MATERIAL SUPPLIED —

┄┄┄┄┄┄┄┄┄┄

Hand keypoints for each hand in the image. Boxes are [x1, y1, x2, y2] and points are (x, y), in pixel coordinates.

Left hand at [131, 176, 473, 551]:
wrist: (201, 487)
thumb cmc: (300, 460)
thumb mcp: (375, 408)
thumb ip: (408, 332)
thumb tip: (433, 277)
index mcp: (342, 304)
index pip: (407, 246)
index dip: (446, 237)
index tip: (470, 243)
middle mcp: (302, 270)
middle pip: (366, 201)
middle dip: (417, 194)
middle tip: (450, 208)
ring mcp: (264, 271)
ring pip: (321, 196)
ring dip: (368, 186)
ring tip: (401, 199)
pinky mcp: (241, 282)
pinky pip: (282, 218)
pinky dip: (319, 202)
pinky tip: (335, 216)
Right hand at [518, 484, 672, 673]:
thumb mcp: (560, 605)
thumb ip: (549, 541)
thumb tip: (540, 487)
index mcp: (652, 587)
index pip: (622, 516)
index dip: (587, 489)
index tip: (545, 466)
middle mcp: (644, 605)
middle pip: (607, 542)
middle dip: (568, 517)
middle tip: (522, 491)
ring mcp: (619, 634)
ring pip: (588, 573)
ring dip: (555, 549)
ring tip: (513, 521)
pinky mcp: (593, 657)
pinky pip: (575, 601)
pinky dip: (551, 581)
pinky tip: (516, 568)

┄┄┄┄┄┄┄┄┄┄

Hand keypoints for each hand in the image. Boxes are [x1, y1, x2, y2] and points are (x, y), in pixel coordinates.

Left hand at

┄┄┄┄┄┄┄┄┄┄

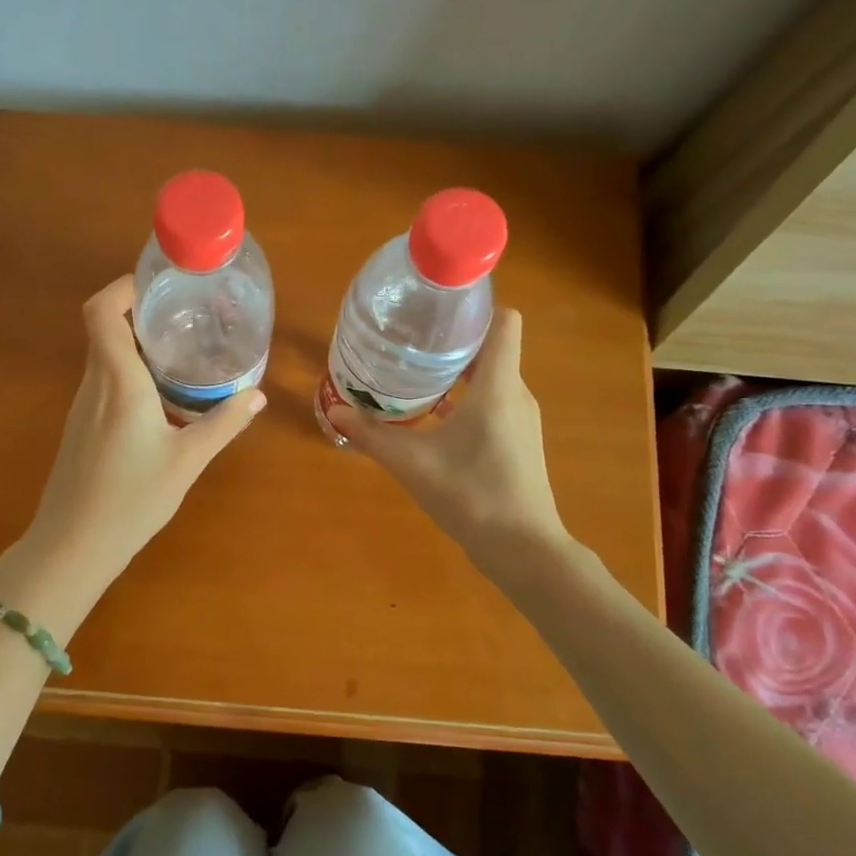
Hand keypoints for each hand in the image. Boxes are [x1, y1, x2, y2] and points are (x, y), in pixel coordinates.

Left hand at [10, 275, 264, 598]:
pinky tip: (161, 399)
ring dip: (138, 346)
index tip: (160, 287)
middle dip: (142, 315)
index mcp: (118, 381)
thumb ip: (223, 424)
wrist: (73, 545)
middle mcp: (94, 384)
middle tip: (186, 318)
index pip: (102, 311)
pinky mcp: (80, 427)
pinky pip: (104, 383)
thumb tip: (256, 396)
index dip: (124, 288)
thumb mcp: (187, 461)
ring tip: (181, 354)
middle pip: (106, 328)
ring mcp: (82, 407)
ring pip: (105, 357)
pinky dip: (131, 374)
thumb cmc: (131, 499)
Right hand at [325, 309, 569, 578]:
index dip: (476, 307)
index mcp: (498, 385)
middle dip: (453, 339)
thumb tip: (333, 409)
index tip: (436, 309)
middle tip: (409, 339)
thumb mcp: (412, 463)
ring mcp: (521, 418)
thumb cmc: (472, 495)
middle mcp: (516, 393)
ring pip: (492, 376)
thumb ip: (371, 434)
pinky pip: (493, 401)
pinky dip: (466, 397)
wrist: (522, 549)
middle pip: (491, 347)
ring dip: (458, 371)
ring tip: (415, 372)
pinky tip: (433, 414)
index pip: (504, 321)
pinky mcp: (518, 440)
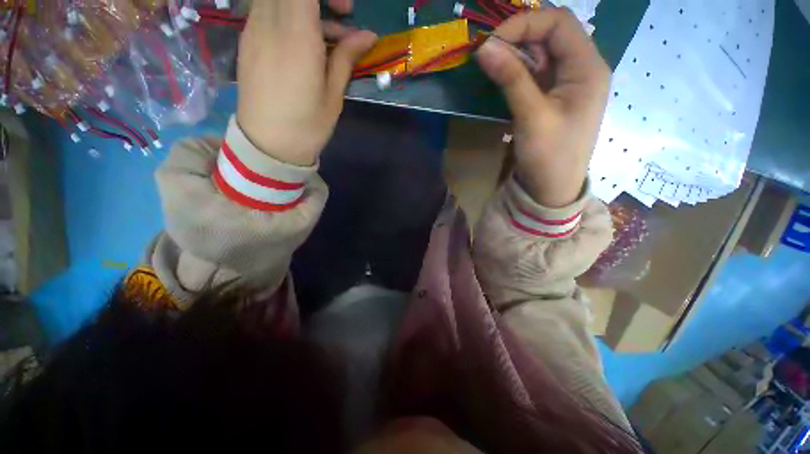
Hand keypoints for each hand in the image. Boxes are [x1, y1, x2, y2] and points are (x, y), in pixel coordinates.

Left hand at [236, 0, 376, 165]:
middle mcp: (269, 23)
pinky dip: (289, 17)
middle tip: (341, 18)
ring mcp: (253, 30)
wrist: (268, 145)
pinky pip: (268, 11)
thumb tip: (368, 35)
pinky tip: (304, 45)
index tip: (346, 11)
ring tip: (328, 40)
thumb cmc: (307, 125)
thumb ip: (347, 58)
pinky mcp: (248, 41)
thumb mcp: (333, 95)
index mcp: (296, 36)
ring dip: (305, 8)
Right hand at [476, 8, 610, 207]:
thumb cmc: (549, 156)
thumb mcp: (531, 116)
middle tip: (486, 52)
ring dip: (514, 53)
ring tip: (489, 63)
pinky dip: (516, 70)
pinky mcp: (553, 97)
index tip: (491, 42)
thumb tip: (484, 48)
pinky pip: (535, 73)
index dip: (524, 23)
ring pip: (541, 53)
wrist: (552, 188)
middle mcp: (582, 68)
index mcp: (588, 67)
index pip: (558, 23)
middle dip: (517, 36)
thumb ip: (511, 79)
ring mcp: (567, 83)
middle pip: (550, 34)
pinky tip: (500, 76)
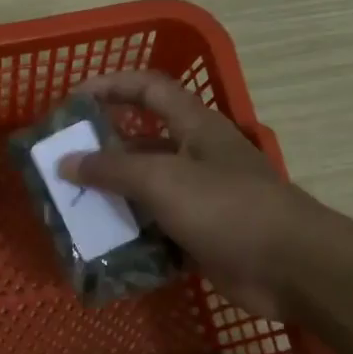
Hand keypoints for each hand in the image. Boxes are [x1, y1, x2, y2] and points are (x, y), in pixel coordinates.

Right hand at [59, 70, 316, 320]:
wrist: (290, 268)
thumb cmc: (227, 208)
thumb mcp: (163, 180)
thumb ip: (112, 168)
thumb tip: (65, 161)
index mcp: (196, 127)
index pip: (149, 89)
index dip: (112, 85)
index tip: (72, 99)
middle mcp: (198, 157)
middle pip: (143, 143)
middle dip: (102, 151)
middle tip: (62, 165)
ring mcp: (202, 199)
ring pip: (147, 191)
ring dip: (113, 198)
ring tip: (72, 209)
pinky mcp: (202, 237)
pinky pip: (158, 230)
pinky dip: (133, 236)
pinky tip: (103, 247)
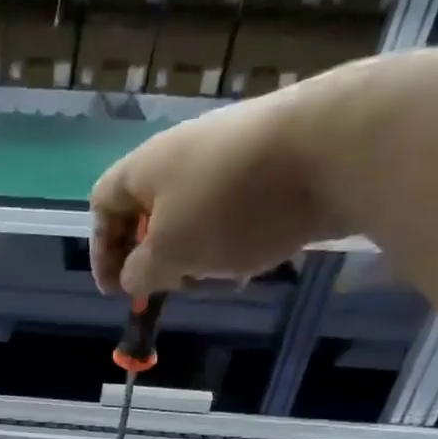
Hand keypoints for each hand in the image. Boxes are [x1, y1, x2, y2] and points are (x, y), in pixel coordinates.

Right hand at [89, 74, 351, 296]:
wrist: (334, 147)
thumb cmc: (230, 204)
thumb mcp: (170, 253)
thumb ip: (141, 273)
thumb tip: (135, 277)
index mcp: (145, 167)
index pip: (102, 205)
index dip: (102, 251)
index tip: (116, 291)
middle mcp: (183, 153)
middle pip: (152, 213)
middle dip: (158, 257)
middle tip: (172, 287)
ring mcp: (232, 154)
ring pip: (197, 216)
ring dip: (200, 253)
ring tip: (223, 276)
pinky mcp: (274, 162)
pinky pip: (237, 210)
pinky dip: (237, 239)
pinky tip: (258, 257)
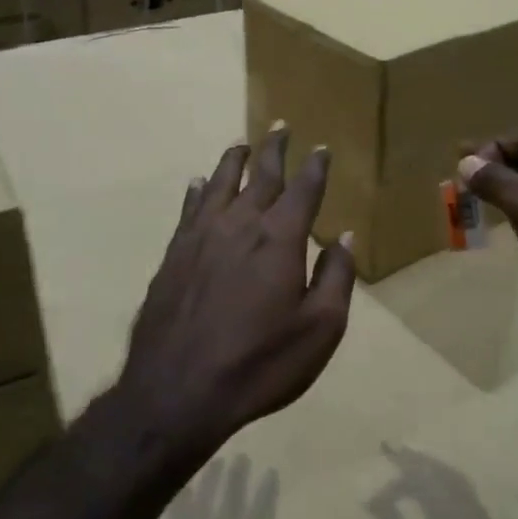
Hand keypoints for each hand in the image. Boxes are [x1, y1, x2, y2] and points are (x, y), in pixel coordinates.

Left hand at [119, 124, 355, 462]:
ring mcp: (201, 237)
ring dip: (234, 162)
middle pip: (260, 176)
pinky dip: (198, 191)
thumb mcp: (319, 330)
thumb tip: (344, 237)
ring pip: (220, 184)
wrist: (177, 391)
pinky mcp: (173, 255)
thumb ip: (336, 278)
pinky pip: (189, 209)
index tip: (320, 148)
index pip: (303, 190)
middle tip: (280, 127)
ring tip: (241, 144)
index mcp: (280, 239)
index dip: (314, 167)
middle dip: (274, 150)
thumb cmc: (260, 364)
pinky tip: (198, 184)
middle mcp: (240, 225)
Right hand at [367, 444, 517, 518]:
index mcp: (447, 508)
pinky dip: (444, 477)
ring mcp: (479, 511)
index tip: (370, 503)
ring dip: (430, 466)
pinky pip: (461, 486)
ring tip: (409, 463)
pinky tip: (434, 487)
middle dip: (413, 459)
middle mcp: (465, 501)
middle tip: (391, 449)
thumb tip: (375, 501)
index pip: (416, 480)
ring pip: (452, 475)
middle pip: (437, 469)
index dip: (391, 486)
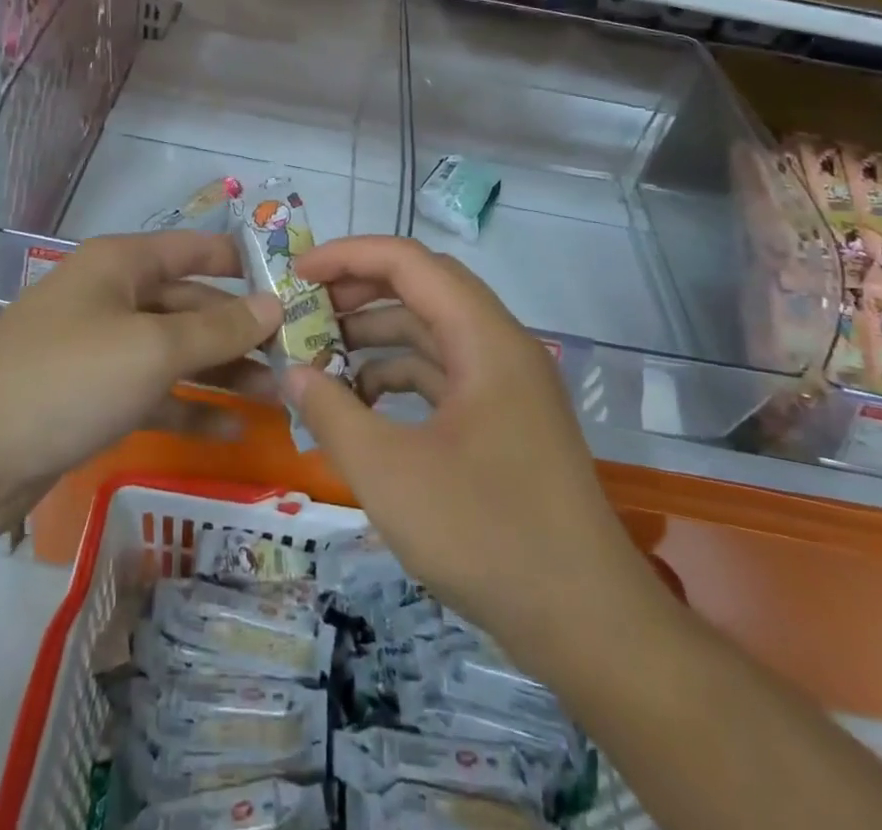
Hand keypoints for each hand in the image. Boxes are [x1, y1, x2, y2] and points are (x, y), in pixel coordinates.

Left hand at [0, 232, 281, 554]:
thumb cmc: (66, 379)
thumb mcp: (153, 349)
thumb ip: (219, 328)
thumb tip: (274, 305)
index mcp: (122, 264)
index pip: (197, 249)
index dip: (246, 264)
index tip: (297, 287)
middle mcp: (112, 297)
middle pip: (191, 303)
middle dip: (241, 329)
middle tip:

┄┄┄┄┄┄┄┄┄┄

TASK ITEM — Above are records with pictures. Reproduce exactly only the lines from the line with "ring pip: (541, 53)" through the line with "thumb ip: (112, 168)", both ends included, and leave the pictures out.

OUTPUT BELOW —
ring pip: (541, 53)
wrist: (552, 188)
middle mcp: (582, 68)
index mcp: (588, 67)
index pip: (558, 23)
middle dip: (517, 36)
thumb ip: (511, 79)
ring mcp: (567, 83)
middle pip: (550, 34)
pinky tip: (500, 76)
Hand keypoints for each hand in the image. Boxes are [x1, y1, x2, y2] and points are (x, y), in pixel coordinates.

Right hand at [59, 70, 316, 320]:
wrist: (290, 268)
thumb cmc: (227, 208)
thumb mcp: (163, 180)
thumb ip: (112, 168)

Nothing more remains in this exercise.